Sería mezquino decir que la cuarentena no ayudó a salvar vidas y que declararla hace cien días fue un despropósito. Decretar de manera oportuna el estado de emergencia era lo que la ciencia y la responsabilidad recomendaban, para evitar que los contagios se disparasen aún más y para darnos tiempo de reforzar nuestro precario sistema de salud y acercarlo (aunque poco) a un nivel en el que pudiese navegar la tormenta.
Sin embargo, no podemos negar que estamos muy lejos de ser una historia de éxito. De hecho, estamos más cerca de lo contrario. Las medidas surtieron efecto, pero no han desembocado en los resultados que, por su contundencia y rigidez inicial, se esperaban. Se salvaron vidas pero en todos palpita la sensación de que no las suficientes. El Perú llega a su centésimo día de confinamiento con 257.447 casos confirmados de COVID-19 (el sexto número más grande en el planeta) y más de 8.200 muertos registrados por el Ministerio de Salud (Minsa). Sin embargo, de acuerdo con un informe publicado por este Diario, del 1 de enero al 15 de junio de este año existe un exceso de 17.253 muertes solo en Lima y Callao respecto a similar periodo del 2019, lo que indica un subregistro importante de fallecimientos.
En sí misma, la larga duración de esta cuarentena es evidencia de un fracaso. Que la medida se haya ido prolongando hasta sumar más de catorce semanas demuestra que durante todo este camino hemos estado varios pasos atrás de nuestras expectativas. Y este trance nos ha sumido en otro que promete cobrar tantas vidas como el virus: una crisis económica de dimensiones bélicas que, según estimaciones del Banco Mundial, nos contraerá en 12% en el 2020 (estando solo Belice y Maldivas en una peor posición). Buena parte de los problemas han sido responsabilidad del Gobierno.
El control de los focos de infección, por ejemplo, fue torpe en más de un sentido.
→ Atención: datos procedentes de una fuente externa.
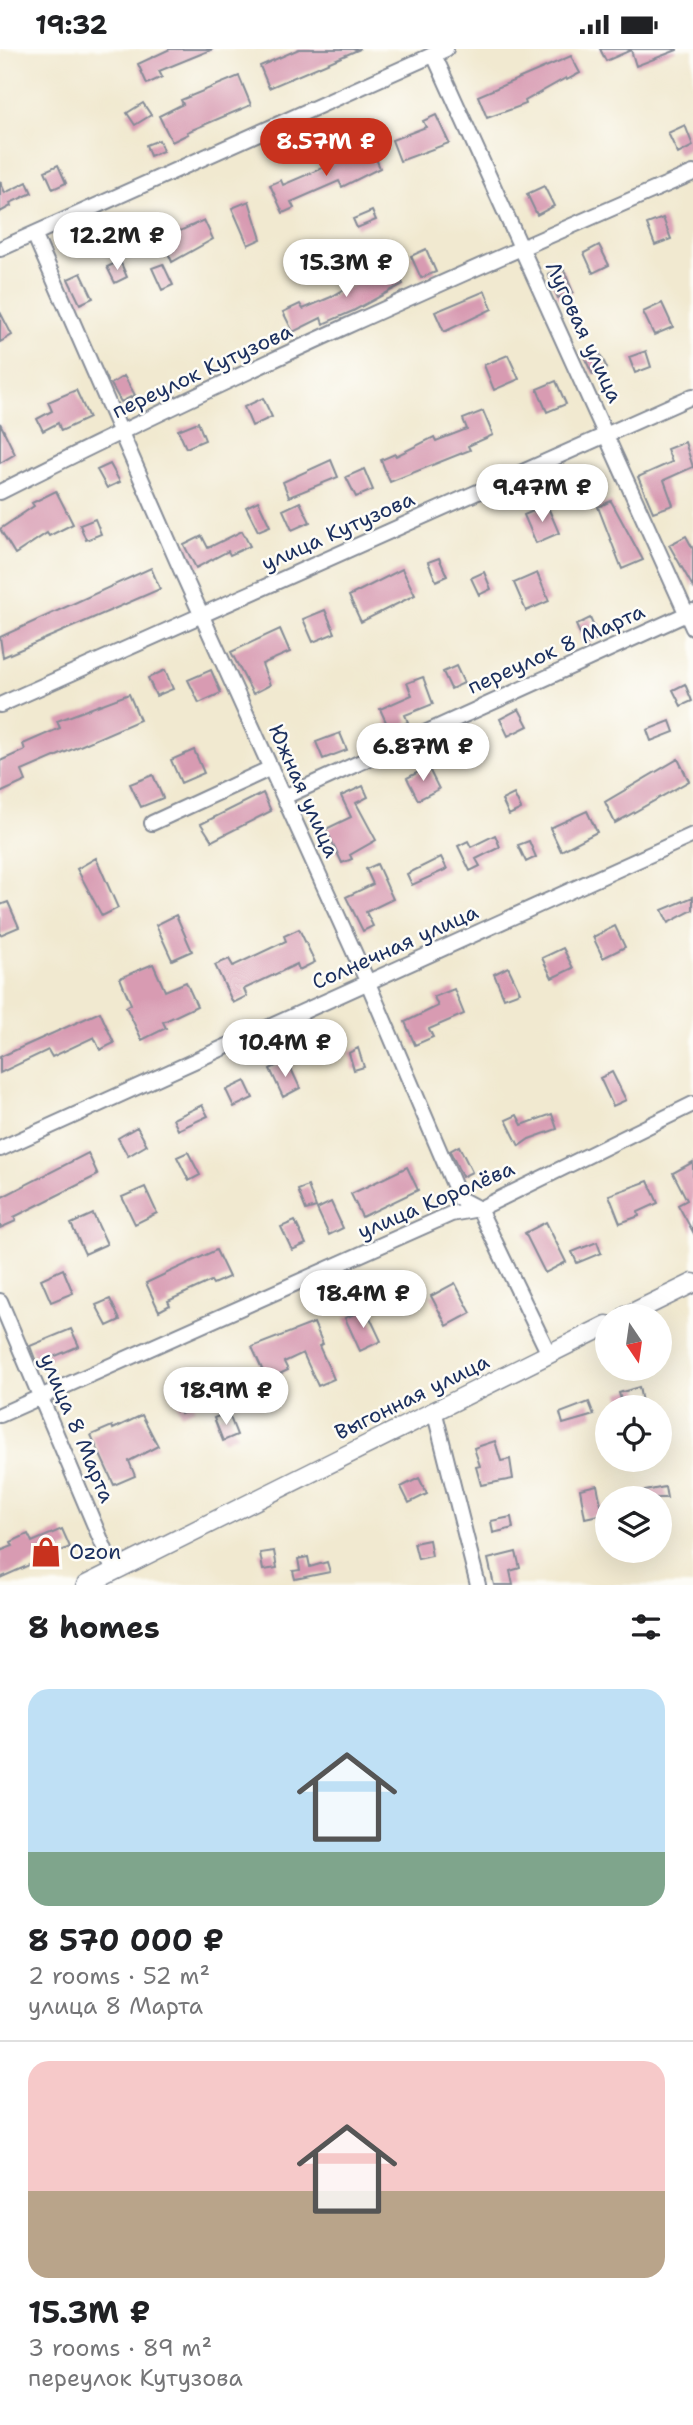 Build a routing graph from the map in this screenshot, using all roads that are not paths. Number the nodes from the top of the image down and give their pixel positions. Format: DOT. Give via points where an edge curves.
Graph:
graph roads {
  1 [pos="440,52"];
  2 [pos="693,173"];
  3 [pos="34,234"];
  4 [pos="522,247"];
  5 [pos="0,249"];
  6 [pos="693,396"];
  7 [pos="121,430"];
  8 [pos="608,435"];
  9 [pos="0,492"];
  10 [pos="690,612"];
  11 [pos="202,615"];
  12 [pos="693,628"];
  13 [pos="0,705"];
  14 [pos="271,768"];
  15 [pos="284,797"];
  16 [pos="152,823"];
  17 [pos="693,835"];
  18 [pos="368,983"];
  19 [pos="693,1104"];
  20 [pos="0,1149"];
  21 [pos="480,1209"];
  22 [pos="693,1283"];
  23 [pos="0,1301"];
  24 [pos="650,1304"];
  25 [pos="595,1331"];
  26 [pos="549,1354"];
  27 [pos="41,1397"];
  28 [pos="434,1410"];
  29 [pos="0,1415"];
  30 [pos="114,1571"];
  31 [pos="86,1585"];
  32 [pos="478,1585"];
  1 -- 3 [label="street"];
  1 -- 4 [label="street, Луговая улица"];
  2 -- 4 [label="street, переулок Кутузова"];
  3 -- 5 [label="street"];
  3 -- 7 [label="street, Южная улица"];
  4 -- 7 [label="street, переулок Кутузова"];
  4 -- 8 [label="street, Луговая улица"];
  6 -- 8 [label="street, улица Кутузова"];
  7 -- 9 [label="street, переулок Кутузова"];
  7 -- 11 [label="street, Южная улица"];
  8 -- 10 [label="street, Луговая улица"];
  8 -- 11 [label="street, улица Кутузова"];
  10 -- 12 [label="street, Луговая улица"];
  10 -- 15 [label="street, переулок 8 Марта"];
  11 -- 13 [label="street, улица Кутузова"];
  11 -- 14 [label="street, Южная улица"];
  14 -- 15 [label="street, Южная улица"];
  14 -- 16 [label="street"];
  15 -- 18 [label="street, Южная улица"];
  17 -- 18 [label="street, Солнечная улица"];
  18 -- 20 [label="street, Солнечная улица"];
  18 -- 21 [label="street, Южная улица" via="460,1199"];
  19 -- 21 [label="street, улица Королёва"];
  21 -- 26 [label="street, Южная улица"];
  21 -- 27 [label="street, улица Королёва" via="451,1214"];
  22 -- 24 [label="street"];
  23 -- 27 [label="street, улица 8 Марта"];
  25 -- 26 [label="street, Выгонная улица"];
  26 -- 28 [label="street, Выгонная улица"];
  27 -- 29 [label="street, улица Королёва"];
  27 -- 30 [label="street, улица 8 Марта"];
  28 -- 30 [label="street, Выгонная улица"];
  28 -- 32 [label="street"];
  30 -- 31 [label="street, Выгонная улица"];
}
Al Ejecutivo le tomó casi dos meses intervenir los mercados como fuentes de contagio y cuando se hizo, las cifras demostraron que el daño ya estaba hecho: solo en el Mercado de Frutas, el 79% de los comerciantes arrojó diagnósticos positivos. Asimismo, los horarios apretados en los que la gente podía salir a comprar, antes de que empezase el toque de queda, aumentaron la concentración de personas en centros de abasto a determinadas horas. Y a eso se le sumó el accidentado reparto de los bonos de alivio económico y las aglomeraciones en los bancos.
El proceso de evaluación de la epidemia también se ha topado con varios baches. El principal, el anuncio del presidente del 13 de mayo de que el país había alcanzado la mentada meseta en la curva de contagios solo para que en los días siguientes la realidad demostrase que todavía estábamos muy lejos. El manejo de las pruebas diagnósticas también ha sido errático. El Ejecutivo pasó de vanagloriarse el 30 de mayo de haber llevado a cabo más de 48.000 evaluaciones en un día a no llegar ni a la mitad de ese número a principios de junio. El Minsa había dejado de contar las pruebas hechas por privados sin que ello se haya hecho público.
Y quizá el error fundamental de esta administración frente a la pandemia ha sido su divorcio de la realidad: se llegó a un punto en el que las prórrogas de la cuarentena caían en oídos sordos y bolsillos vacíos. La necesidad frustró el largo confinamiento y zanjó los debates que planteaban a la salud y la economía como elementos entre los que se tenía que escoger. La ciudadanía eligió la segunda para no tener que sucumbir ante la demanda más básica: el hambre.
Este, consideramos, es el principal lastre que deja esta tragedia. La economía está seriamente herida y el plan para reactivarla ha brillado por sus limitaciones, afectado por los fantasmas típicos de nuestro Estado, como la rigidez burocrática y la imposición de requisitos que solo algunas empresas pueden cumplir. El Congreso, además, ha hecho todo lo posible para golpear con populismo nuestro alicaído sistema productivo y el Gobierno no siempre se ha atrevido a encararlo.
Así hemos llegado al día cien del estado de emergencia y aún nos quedan siete más. Ahora se hace más evidente que solo nos queda un último cartucho frente a este virus: nuestra responsabilidad. A partir del 1 de julio (no tiene sentido ampliar más la cuarentena) la pelota estará en la cancha de la ciudadanía y dependerá de nosotros cómo termine el capítulo COVID-19 de nuestra historia.